* [Task item]: Print the data exactly. Pictures stay out.

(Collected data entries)
● ● ● ● ●
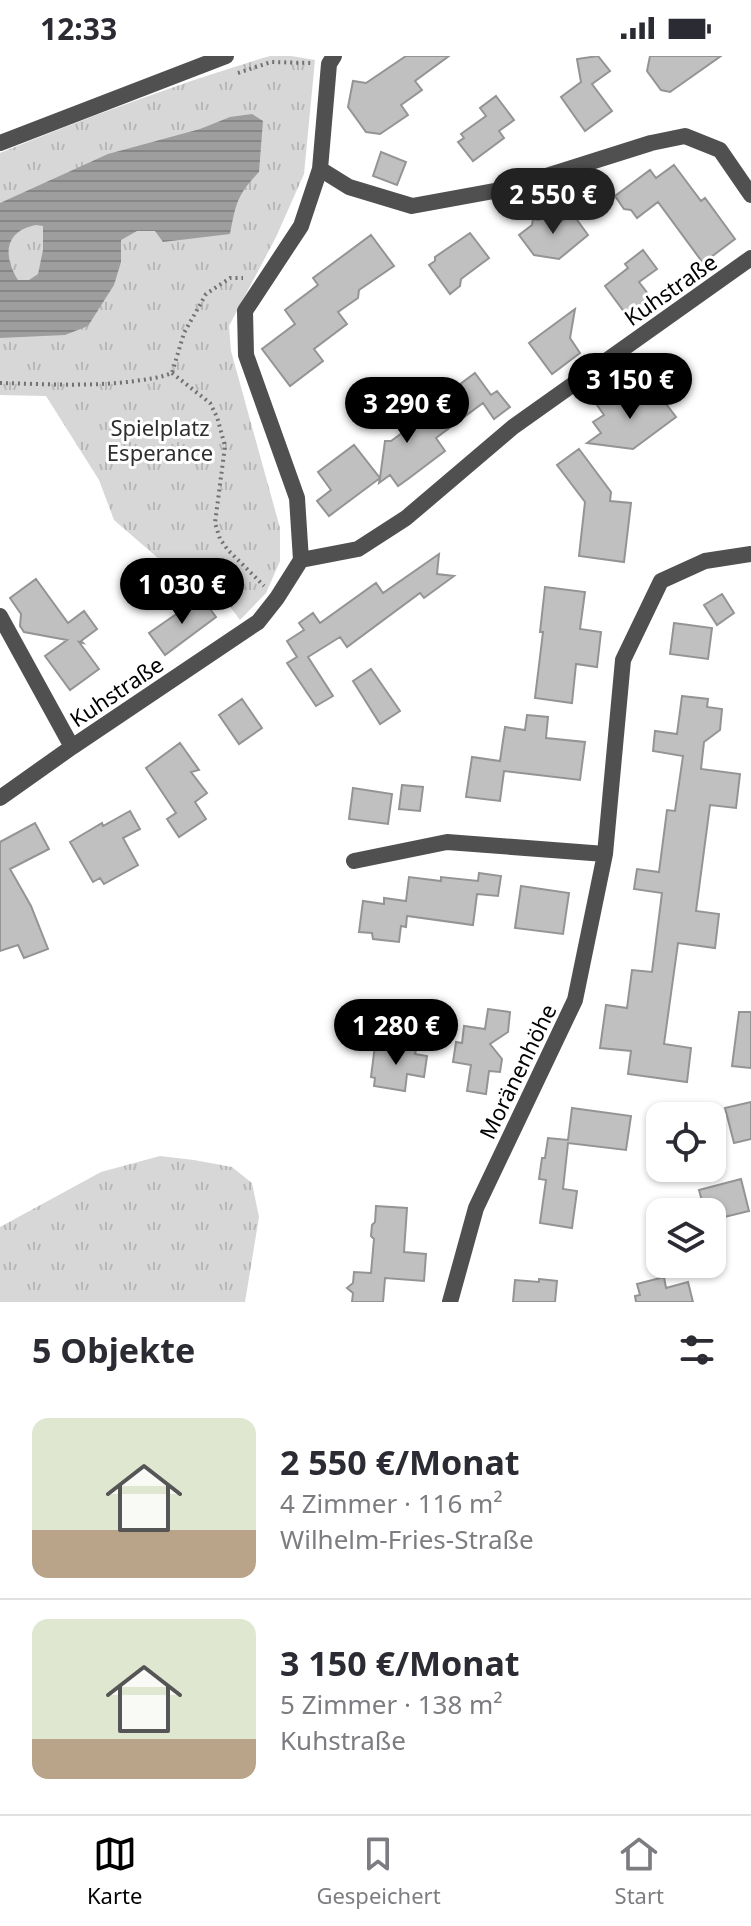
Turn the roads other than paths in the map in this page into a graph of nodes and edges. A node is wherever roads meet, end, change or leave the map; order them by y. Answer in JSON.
{"nodes":[{"id":1,"x":226,"y":56,"type":"edge"},
{"id":2,"x":334,"y":56,"type":"edge"},
{"id":3,"x":0,"y":143,"type":"edge"},
{"id":4,"x":320,"y":169,"type":"junction"},
{"id":5,"x":751,"y":195,"type":"edge"},
{"id":6,"x":751,"y":258,"type":"edge"},
{"id":7,"x":751,"y":554,"type":"edge"},
{"id":8,"x":301,"y":560,"type":"junction"},
{"id":9,"x":0,"y":616,"type":"edge"},
{"id":10,"x":72,"y":747,"type":"junction"},
{"id":11,"x":0,"y":798,"type":"edge"},
{"id":12,"x":605,"y":854,"type":"junction"},
{"id":13,"x":354,"y":861,"type":"dead end"},
{"id":14,"x":450,"y":1302,"type":"edge"}],
"edges":[{"from":1,"to":3,"type":"street"},
{"from":2,"to":4,"type":"street"},
{"from":4,"to":5,"type":"street"},
{"from":4,"to":8,"type":"street"},
{"from":6,"to":8,"type":"street","name":"Kuhstraße"},
{"from":7,"to":12,"type":"street","name":"Moränenhöhe"},
{"from":8,"to":10,"type":"street","name":"Kuhstraße"},
{"from":9,"to":10,"type":"street"},
{"from":10,"to":11,"type":"street","name":"Kuhstraße"},
{"from":12,"to":13,"type":"street"},
{"from":12,"to":14,"type":"street","name":"Moränenhöhe"}]}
● ● ● ● ●
* [Result below]:
Turn the roads other than paths in the map in this page into a graph of nodes and edges. A node is wherever roads meet, end, change or leave the map; order them by y. Answer in JSON.
{"nodes":[{"id":1,"x":226,"y":56,"type":"edge"},
{"id":2,"x":334,"y":56,"type":"edge"},
{"id":3,"x":0,"y":143,"type":"edge"},
{"id":4,"x":320,"y":169,"type":"junction"},
{"id":5,"x":751,"y":195,"type":"edge"},
{"id":6,"x":751,"y":258,"type":"edge"},
{"id":7,"x":751,"y":554,"type":"edge"},
{"id":8,"x":301,"y":560,"type":"junction"},
{"id":9,"x":0,"y":616,"type":"edge"},
{"id":10,"x":72,"y":747,"type":"junction"},
{"id":11,"x":0,"y":798,"type":"edge"},
{"id":12,"x":605,"y":854,"type":"junction"},
{"id":13,"x":354,"y":861,"type":"dead end"},
{"id":14,"x":450,"y":1302,"type":"edge"}],
"edges":[{"from":1,"to":3,"type":"street"},
{"from":2,"to":4,"type":"street"},
{"from":4,"to":5,"type":"street"},
{"from":4,"to":8,"type":"street"},
{"from":6,"to":8,"type":"street","name":"Kuhstraße"},
{"from":7,"to":12,"type":"street","name":"Moränenhöhe"},
{"from":8,"to":10,"type":"street","name":"Kuhstraße"},
{"from":9,"to":10,"type":"street"},
{"from":10,"to":11,"type":"street","name":"Kuhstraße"},
{"from":12,"to":13,"type":"street"},
{"from":12,"to":14,"type":"street","name":"Moränenhöhe"}]}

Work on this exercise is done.